On the whole, Eclipse is pretty capable in supplying an
interactive shell, lots of different windows.  There's even a
terminal window option if you want to do ssh into a
server right from within Eclipse.

As the above difficulties get ironed out, I think Eclipse will
continue to serve as a development platform for Pythonistas.
It's not the only option, given Visual Studio, Wing IDE etc.,
but it's one of the better free ones (eMacs, vim -- these
do everything too, in the hands of experienced users,
Notepad not so much).

[ I remember how Jason Cunliffe used to post a lot about
Leo to this archive.  There's a school of thought that's more
into "literary programming" as I'd call it, where comments
might be relatively copious, with more hypertext relationships.
You get these fancy markups... ]

Some of you may be familiar with the O'Reilly School of
Technology (OST) and its use of Eclipse as a front end to
accredited courses in the many languages, databases
and so on.

Rather than use the free-standing Eclipse, which is an option,
you get a customized student version called Ellipse that
runs of their servers in a remote desktop session.

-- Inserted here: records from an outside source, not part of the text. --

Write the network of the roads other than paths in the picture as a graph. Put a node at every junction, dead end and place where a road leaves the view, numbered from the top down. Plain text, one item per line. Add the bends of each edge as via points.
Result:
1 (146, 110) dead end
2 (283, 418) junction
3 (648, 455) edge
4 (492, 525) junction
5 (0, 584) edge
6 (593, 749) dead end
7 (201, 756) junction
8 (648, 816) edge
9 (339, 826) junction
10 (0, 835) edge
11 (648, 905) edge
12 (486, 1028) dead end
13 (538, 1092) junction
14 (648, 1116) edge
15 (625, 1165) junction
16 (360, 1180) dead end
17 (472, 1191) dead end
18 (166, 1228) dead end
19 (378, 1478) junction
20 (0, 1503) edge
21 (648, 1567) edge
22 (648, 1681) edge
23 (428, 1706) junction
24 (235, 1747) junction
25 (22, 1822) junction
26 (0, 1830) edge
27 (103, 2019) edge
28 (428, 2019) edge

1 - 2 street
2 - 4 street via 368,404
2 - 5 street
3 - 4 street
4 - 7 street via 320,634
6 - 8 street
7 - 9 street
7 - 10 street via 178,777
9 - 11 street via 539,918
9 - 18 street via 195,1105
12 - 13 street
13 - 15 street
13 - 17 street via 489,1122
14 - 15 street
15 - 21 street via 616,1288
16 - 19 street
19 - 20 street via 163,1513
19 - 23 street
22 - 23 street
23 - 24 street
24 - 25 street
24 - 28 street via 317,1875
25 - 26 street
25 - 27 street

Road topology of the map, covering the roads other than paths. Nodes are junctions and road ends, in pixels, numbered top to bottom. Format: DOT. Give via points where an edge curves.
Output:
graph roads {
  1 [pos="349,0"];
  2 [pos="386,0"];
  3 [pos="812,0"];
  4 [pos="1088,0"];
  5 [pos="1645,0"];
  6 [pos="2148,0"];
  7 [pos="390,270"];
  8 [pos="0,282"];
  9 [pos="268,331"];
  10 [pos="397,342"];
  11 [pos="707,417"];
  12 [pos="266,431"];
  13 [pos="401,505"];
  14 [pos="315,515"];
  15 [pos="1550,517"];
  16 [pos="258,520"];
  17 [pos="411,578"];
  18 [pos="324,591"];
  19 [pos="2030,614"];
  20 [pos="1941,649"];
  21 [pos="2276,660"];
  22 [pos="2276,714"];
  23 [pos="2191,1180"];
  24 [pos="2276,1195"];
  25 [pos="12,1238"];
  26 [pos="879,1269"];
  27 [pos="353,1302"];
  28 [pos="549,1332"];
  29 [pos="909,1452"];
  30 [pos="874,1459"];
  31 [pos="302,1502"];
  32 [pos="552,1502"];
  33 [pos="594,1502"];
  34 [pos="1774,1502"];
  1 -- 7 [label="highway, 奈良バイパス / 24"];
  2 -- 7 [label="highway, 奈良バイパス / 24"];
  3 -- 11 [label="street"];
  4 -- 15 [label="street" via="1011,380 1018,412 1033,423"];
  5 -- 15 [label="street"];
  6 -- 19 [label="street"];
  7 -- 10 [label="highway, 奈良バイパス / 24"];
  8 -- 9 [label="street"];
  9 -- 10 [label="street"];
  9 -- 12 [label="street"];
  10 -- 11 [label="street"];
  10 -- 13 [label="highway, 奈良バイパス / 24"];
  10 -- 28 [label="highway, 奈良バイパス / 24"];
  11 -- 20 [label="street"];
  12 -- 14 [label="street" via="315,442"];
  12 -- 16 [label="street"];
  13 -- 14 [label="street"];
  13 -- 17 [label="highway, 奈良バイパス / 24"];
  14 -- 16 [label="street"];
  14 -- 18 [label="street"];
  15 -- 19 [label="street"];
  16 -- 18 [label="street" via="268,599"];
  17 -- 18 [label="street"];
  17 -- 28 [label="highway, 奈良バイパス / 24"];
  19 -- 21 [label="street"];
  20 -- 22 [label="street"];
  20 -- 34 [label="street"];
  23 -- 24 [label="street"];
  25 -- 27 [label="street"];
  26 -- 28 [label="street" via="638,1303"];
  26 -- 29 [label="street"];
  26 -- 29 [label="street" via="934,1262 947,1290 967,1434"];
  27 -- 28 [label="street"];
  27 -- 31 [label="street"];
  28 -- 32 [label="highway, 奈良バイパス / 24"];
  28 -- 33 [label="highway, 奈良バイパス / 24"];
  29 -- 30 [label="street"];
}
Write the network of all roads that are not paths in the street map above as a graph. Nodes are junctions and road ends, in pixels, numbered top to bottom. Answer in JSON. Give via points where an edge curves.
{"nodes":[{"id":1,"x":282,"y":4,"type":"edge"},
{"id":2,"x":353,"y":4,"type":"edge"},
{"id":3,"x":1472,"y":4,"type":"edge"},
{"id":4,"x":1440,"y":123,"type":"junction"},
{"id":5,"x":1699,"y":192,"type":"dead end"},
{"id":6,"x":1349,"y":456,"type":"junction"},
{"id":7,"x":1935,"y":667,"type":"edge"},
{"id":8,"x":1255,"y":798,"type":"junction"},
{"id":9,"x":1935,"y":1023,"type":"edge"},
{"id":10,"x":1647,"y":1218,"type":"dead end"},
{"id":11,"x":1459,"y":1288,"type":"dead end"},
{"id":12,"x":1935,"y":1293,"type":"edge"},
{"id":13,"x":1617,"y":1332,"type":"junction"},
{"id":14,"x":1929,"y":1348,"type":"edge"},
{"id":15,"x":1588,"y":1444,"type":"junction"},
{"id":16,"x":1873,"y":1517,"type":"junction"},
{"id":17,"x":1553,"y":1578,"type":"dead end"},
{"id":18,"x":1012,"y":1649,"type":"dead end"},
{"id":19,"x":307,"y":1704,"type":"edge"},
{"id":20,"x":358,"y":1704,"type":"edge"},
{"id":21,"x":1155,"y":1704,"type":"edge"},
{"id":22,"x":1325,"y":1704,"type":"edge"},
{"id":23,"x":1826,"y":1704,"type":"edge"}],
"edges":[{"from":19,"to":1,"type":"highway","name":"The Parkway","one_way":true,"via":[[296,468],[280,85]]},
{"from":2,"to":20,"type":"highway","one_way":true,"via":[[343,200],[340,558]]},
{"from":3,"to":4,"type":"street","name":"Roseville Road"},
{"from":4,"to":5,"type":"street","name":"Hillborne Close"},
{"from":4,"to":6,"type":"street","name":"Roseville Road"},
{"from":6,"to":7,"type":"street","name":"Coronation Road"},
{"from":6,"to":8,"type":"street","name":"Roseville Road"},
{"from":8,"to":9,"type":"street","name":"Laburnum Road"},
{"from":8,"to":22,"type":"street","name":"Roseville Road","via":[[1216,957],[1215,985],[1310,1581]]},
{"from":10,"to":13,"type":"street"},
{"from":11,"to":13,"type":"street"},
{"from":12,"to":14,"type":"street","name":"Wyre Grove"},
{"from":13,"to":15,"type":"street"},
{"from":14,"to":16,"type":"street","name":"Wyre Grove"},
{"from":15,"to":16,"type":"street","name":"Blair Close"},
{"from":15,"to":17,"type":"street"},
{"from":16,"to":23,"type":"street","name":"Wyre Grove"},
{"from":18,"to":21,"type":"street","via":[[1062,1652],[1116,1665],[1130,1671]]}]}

This seems a creative approach and gets a next generation
of developer prepared with one of the state of the art environments,
using some of the best industry standard tools (e.g. Python
and MySQL).


PS:  in other news, I've continued to focus on the plight of the
lone FoxPro coder (which was me for many years, but not just
me) and possible migration paths for legacy applications.

FoxPro is a dialect of xBase nutured by Microsoft over the
decades.  It competes with their other products and too many
people use it for free (not the original business model, unlike
Java's) so the plan is to discontinue support for it by 2015
I think it is.

This decision is having lots of boat rocking-ripple effects,  It's
not automatic that the .NET platform is where to go next,
certainly not with VB necessarily.  New developers don't
want to waste time learning a proprietary dead language
that might be hard to come by down the road, so there's
increasing pressure to migrate those legacy FoxPro apps
that still do valuable work.

I haven't been tracking closely and don't know if MSFT is
taking IronPython that seriously, in terms of marketing and

Server side apps still seem to be gaining over thick clients in
many institutional settings, but again, I'm not posing as
having a lot of overview here.  Gotta read all those IT mags
I guess, but who has the time?  Pointers to true story
use cases welcome.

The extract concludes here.